- _THE PROBLEM_: Pull out every line below that holds the word "Emoji".

- _SOURCE INFORMATION_:
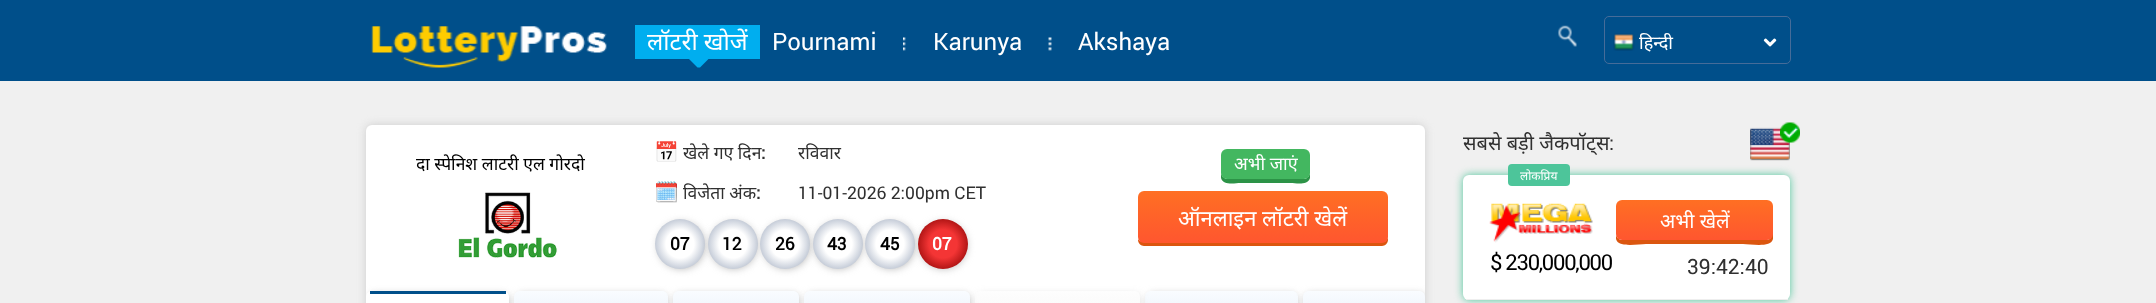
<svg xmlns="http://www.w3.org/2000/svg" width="2156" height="303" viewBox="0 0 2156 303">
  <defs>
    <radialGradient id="g1" gradientUnits="userSpaceOnUse" cx="680" cy="244" r="35"><stop offset="0.4" stop-color="rgb(255,255,255)"/><stop offset="0.9" stop-color="rgb(163,174,193)"/></radialGradient>
    <radialGradient id="g2" gradientUnits="userSpaceOnUse" cx="733" cy="244" r="35"><stop offset="0.4" stop-color="rgb(255,255,255)"/><stop offset="0.9" stop-color="rgb(163,174,193)"/></radialGradient>
    <radialGradient id="g3" gradientUnits="userSpaceOnUse" cx="785" cy="244" r="35"><stop offset="0.4" stop-color="rgb(255,255,255)"/><stop offset="0.9" stop-color="rgb(163,174,193)"/></radialGradient>
    <radialGradient id="g4" gradientUnits="userSpaceOnUse" cx="838" cy="244" r="35"><stop offset="0.4" stop-color="rgb(255,255,255)"/><stop offset="0.9" stop-color="rgb(163,174,193)"/></radialGradient>
    <radialGradient id="g5" gradientUnits="userSpaceOnUse" cx="890" cy="244" r="35"><stop offset="0.4" stop-color="rgb(255,255,255)"/><stop offset="0.9" stop-color="rgb(163,174,193)"/></radialGradient>
    <radialGradient id="g6" gradientUnits="userSpaceOnUse" cx="943" cy="244" r="35"><stop offset="0.4" stop-color="rgb(244,53,53)"/><stop offset="0.9" stop-color="rgb(139,3,3)"/></radialGradient>
    <linearGradient id="g7" gradientUnits="userSpaceOnUse" x1="1263" y1="191" x2="1263" y2="243"><stop offset="0" stop-color="rgb(255,111,35)"/><stop offset="1" stop-color="rgb(255,86,47)"/></linearGradient>
    <clipPath id="clip1"><rect x="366" y="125" width="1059" height="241" rx="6"/></clipPath>
    <linearGradient id="g8" gradientUnits="userSpaceOnUse" x1="591" y1="291" x2="591" y2="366"><stop offset="0" stop-color="rgb(249,252,255)"/><stop offset="1" stop-color="rgb(216,226,243)"/></linearGradient>
    <linearGradient id="g9" gradientUnits="userSpaceOnUse" x1="736" y1="291" x2="736" y2="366"><stop offset="0" stop-color="rgb(249,252,255)"/><stop offset="1" stop-color="rgb(216,226,243)"/></linearGradient>
    <linearGradient id="g10" gradientUnits="userSpaceOnUse" x1="887" y1="291" x2="887" y2="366"><stop offset="0" stop-color="rgb(249,252,255)"/><stop offset="1" stop-color="rgb(216,226,243)"/></linearGradient>
    <linearGradient id="g11" gradientUnits="userSpaceOnUse" x1="1221" y1="291" x2="1221" y2="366"><stop offset="0" stop-color="rgb(249,252,255)"/><stop offset="1" stop-color="rgb(216,226,243)"/></linearGradient>
    <clipPath id="clip2"><path d="M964 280H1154V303H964ZM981 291H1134C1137.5 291 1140 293.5 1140 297V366H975V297C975 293.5 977.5 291 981 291Z" clip-rule="evenodd"/></clipPath>
    <linearGradient id="g12" gradientUnits="userSpaceOnUse" x1="1058" y1="291" x2="1058" y2="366"><stop offset="0" stop-color="rgb(252,252,252)" stop-opacity="0.5"/><stop offset="1" stop-color="rgb(225,225,225)" stop-opacity="0.5"/></linearGradient>
    <linearGradient id="g13" gradientUnits="userSpaceOnUse" x1="1364" y1="291" x2="1364" y2="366"><stop offset="0" stop-color="rgb(249,252,255)"/><stop offset="1" stop-color="rgb(216,226,243)"/></linearGradient>
    <linearGradient id="g14" gradientUnits="userSpaceOnUse" x1="1694" y1="200" x2="1694" y2="240"><stop offset="0" stop-color="rgb(255,111,35)"/><stop offset="1" stop-color="rgb(255,86,47)"/></linearGradient>
  </defs>
  <rect width="100%" height="100%" fill="rgb(240,240,240)"/>
  <rect x="0" y="0" width="2156" height="81" fill="rgb(0,79,138)"/>
  <image x="371" y="26" width="236" height="42" href="pic1.png"/>
  <rect x="635" y="25" width="125" height="34" fill="rgb(0,174,239)"/>
  <text x="647" y="50" font-family="Noto Sans" font-size="24" fill="rgb(255,255,255)">लॉटरी खोजें</text>
  <path d="M687.5 57.5H710L700 67.5H697.5Z" fill="rgb(0,174,239)"/>
  <text x="772" y="50" font-family="Roboto" font-size="24" fill="rgb(255,255,255)">Pournami</text>
  <image x="903" y="37" width="3" height="14" href="pic2.png"/>
  <text x="933" y="50" font-family="Roboto" font-size="24" fill="rgb(255,255,255)">Karunya</text>
  <image x="1048" y="37" width="4" height="14" href="pic3.png"/>
  <text x="1078" y="50" font-family="Roboto" font-size="24" fill="rgb(255,255,255)">Akshaya</text>
  <image x="1558" y="25" width="19" height="22" href="pic4.png"/>
  <rect x="1604.5" y="16.5" width="186" height="47" rx="4.5" fill="none" stroke="rgb(70,108,153)"/>
  <image x="1613" y="33" width="22" height="18" href="pic5.png"/>
  <text x="1639" y="49" font-family="Noto Sans" font-size="18" fill="rgb(255,255,255)">हिन्दी</text>
  <image x="1763" y="38" width="14" height="9" href="pic6.png"/>
  <rect x="366" y="125" width="1059" height="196" rx="6" fill="rgb(204,204,204)" filter="blur(4px)"/>
  <rect x="366" y="125" width="1059" height="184" rx="6" fill="rgb(255,255,255)"/>
  <text x="416" y="170" font-family="Noto Sans" font-size="17.5" fill="rgb(0,0,0)">दा स्पेनिश लाटरी एल गोरदो</text>
  <image x="458" y="192" width="100" height="66" href="pic7.png"/>
  <text x="654" y="159" font-family="Noto Color Emoji" font-size="20" fill="rgb(48,48,48)">📅</text>
  <text x="683" y="159" font-family="Noto Sans" font-size="17.5" fill="rgb(48,48,48)">खेले गए दिन</text>
  <text x="761" y="159" font-family="Roboto" font-size="17.5" font-weight="bold" fill="rgb(48,48,48)">:</text>
  <text x="798" y="159" font-family="Noto Sans" font-size="17.5" fill="rgb(48,48,48)">रविवार</text>
  <text x="654" y="199" font-family="Noto Color Emoji" font-size="20" fill="rgb(48,48,48)">🗓️</text>
  <text x="683" y="199" font-family="Noto Sans" font-size="17.5" fill="rgb(48,48,48)">विजेता अंक</text>
  <text x="756" y="199" font-family="Roboto" font-size="17.5" font-weight="bold" fill="rgb(48,48,48)">:</text>
  <text x="798" y="199" font-family="Roboto" font-size="17.5" fill="rgb(48,48,48)">11-01-2026 2:00pm CET</text>
  <rect x="659" y="223" width="45" height="45" rx="22.5" fill="rgb(170,170,170)" filter="blur(4.5px)"/>
  <circle cx="680" cy="244" r="25" fill="url(#g1)"/>
  <text x="670" y="250" font-family="Roboto" font-size="17.5" font-weight="bold" fill="rgb(0,0,0)">07</text>
  <rect x="711" y="223" width="45" height="45" rx="22.5" fill="rgb(170,170,170)" filter="blur(4.5px)"/>
  <circle cx="733" cy="244" r="25" fill="url(#g2)"/>
  <text x="722" y="250" font-family="Roboto" font-size="17.5" font-weight="bold" fill="rgb(0,0,0)">12</text>
  <rect x="764" y="223" width="45" height="45" rx="22.5" fill="rgb(170,170,170)" filter="blur(4.5px)"/>
  <circle cx="785" cy="244" r="25" fill="url(#g3)"/>
  <text x="775" y="250" font-family="Roboto" font-size="17.5" font-weight="bold" fill="rgb(0,0,0)">26</text>
  <rect x="816" y="223" width="45" height="45" rx="22.5" fill="rgb(170,170,170)" filter="blur(4.5px)"/>
  <circle cx="838" cy="244" r="25" fill="url(#g4)"/>
  <text x="827" y="250" font-family="Roboto" font-size="17.5" font-weight="bold" fill="rgb(0,0,0)">43</text>
  <rect x="869" y="223" width="45" height="45" rx="22.5" fill="rgb(170,170,170)" filter="blur(4.5px)"/>
  <circle cx="890" cy="244" r="25" fill="url(#g5)"/>
  <text x="880" y="250" font-family="Roboto" font-size="17.5" font-weight="bold" fill="rgb(0,0,0)">45</text>
  <rect x="921" y="223" width="45" height="45" rx="22.5" fill="rgb(170,170,170)" filter="blur(4.5px)"/>
  <circle cx="943" cy="244" r="25" fill="url(#g6)"/>
  <text x="932" y="250" font-family="Roboto" font-size="17.5" font-weight="bold" fill="rgb(255,255,255)">07</text>
  <path d="M1221 157V178C1223 186 1236 183 1240 183H1291C1295 183 1308 186 1310 178V172C1310 176 1307 179 1304 179H1228C1224 179 1221 176 1221 172Z" fill="rgb(44,147,71)"/>
  <rect x="1221" y="149" width="89" height="30" rx="6" fill="rgb(67,183,96)"/>
  <text x="1234" y="170" font-family="Noto Sans" font-size="18" fill="rgb(255,255,255)">अभी जाएं</text>
  <path d="M1138 239V240C1138 243 1141 246 1144 246H1382C1385 246 1388 243 1388 240V201V199V236C1388 240 1385 242 1381 242H1144C1141 242 1139 241 1138 239Z" fill="rgb(219,86,15)"/>
  <rect x="1138" y="191" width="250" height="52" rx="6" fill="url(#g7)"/>
  <text x="1178" y="226" font-family="Noto Sans" font-size="22" fill="rgb(255,255,255)">ऑनलाइन लॉटरी खेलें</text>
  <g clip-path="url(#clip1)">
    <rect x="370" y="295" width="138" height="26" rx="4" fill="rgb(170,170,170)" filter="blur(4.5px)"/>
  </g>
  <path d="M372 291H503C506.5 291 509 293.5 509 297V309H372C368.5 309 366 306.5 366 303V297C366 293.5 368.5 291 372 291Z" fill="rgb(255,255,255)"/>
  <rect x="370" y="291" width="136" height="3" fill="rgb(0,79,138)"/>
  <rect x="518" y="295" width="148" height="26" rx="4" fill="rgb(170,170,170)" filter="blur(4.5px)"/>
  <path d="M520 291H662C665.5 291 668 293.5 668 297V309H514V297C514 293.5 516.5 291 520 291Z" fill="url(#g8)"/>
  <rect x="676" y="295" width="122" height="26" rx="4" fill="rgb(170,170,170)" filter="blur(4.5px)"/>
  <path d="M679 291H793C796.5 291 799 293.5 799 297V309H673V297C673 293.5 675.5 291 679 291Z" fill="url(#g9)"/>
  <rect x="808" y="295" width="161" height="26" rx="4" fill="rgb(170,170,170)" filter="blur(4.5px)"/>
  <path d="M810 291H964C967.5 291 970 293.5 970 297V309H804V297C804 293.5 806.5 291 810 291Z" fill="url(#g10)"/>
  <rect x="1149" y="295" width="147" height="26" rx="4" fill="rgb(170,170,170)" filter="blur(4.5px)"/>
  <path d="M1151 291H1292C1295.5 291 1298 293.5 1298 297V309H1145V297C1145 293.5 1147.5 291 1151 291Z" fill="url(#g11)"/>
  <g clip-path="url(#clip2)">
    <rect x="979" y="295" width="160" height="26" rx="4" fill="rgba(170,170,170,0.5)" filter="blur(4.5px)"/>
  </g>
  <path d="M981 291H1134C1137.5 291 1140 293.5 1140 297V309H975V297C975 293.5 977.5 291 981 291Z" fill="url(#g12)"/>
  <g clip-path="url(#clip1)">
    <rect x="1306" y="295" width="118" height="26" rx="4" fill="rgb(170,170,170)" filter="blur(4.5px)"/>
  </g>
  <path d="M1309 291H1419C1422.5 291 1425 293.5 1425 297V303C1425 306.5 1422.5 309 1419 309H1303V297C1303 293.5 1305.5 291 1309 291Z" fill="url(#g13)"/>
  <image x="1750" y="127" width="40" height="34" href="pic9.png"/>
  <image x="1780" y="122" width="20" height="21" href="pic8.png"/>
  <text x="1463" y="150" font-family="Noto Sans" font-size="20" fill="rgb(48,48,48)">सबसे बड़ी जैकपॉट्स</text>
  <text x="1609" y="150" font-family="Roboto" font-size="20" fill="rgb(48,48,48)">:</text>
  <rect x="1463" y="175" width="327" height="125" rx="6" fill="rgb(77,197,154)" filter="blur(4px)"/>
  <rect x="1463" y="175" width="327" height="125" rx="6" fill="rgb(255,255,255)"/>
  <rect x="1466" y="299" width="322" height="1" fill="rgb(238,238,238)"/>
  <rect x="1508" y="164" width="62" height="22" rx="4" fill="rgb(77,197,154)"/>
  <text x="1520" y="180" font-family="Noto Sans" font-size="12" fill="rgb(255,255,255)">लोकप्रिय</text>
  <path d="M1616 208V239C1618 248 1638 244 1646 244H1743C1751 244 1771 248 1773 239V215L1772 208V234C1772 237 1770 240 1766 240H1622C1619 240 1616 237 1616 234Z" fill="rgb(219,86,15)"/>
  <rect x="1616" y="200" width="157" height="40" rx="6" fill="url(#g14)"/>
  <text x="1660" y="228" font-family="Noto Sans" font-size="20" fill="rgb(255,255,255)">अभी खेलें</text>
  <image x="1489" y="203" width="104" height="40" href="pic10.png"/>
  <text x="1490" y="270" font-family="Roboto" font-size="22" letter-spacing="-1.25" fill="rgb(0,0,0)">$ 230,000,000</text>
  <text x="1687" y="274" font-family="Roboto" font-size="21" fill="rgb(48,48,48)">39:42:40</text>
</svg>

- _RESPONSE BELOW_:
  <text x="654" y="159" font-family="Noto Color Emoji" font-size="20" fill="rgb(48,48,48)">📅</text>
  <text x="654" y="199" font-family="Noto Color Emoji" font-size="20" fill="rgb(48,48,48)">🗓️</text>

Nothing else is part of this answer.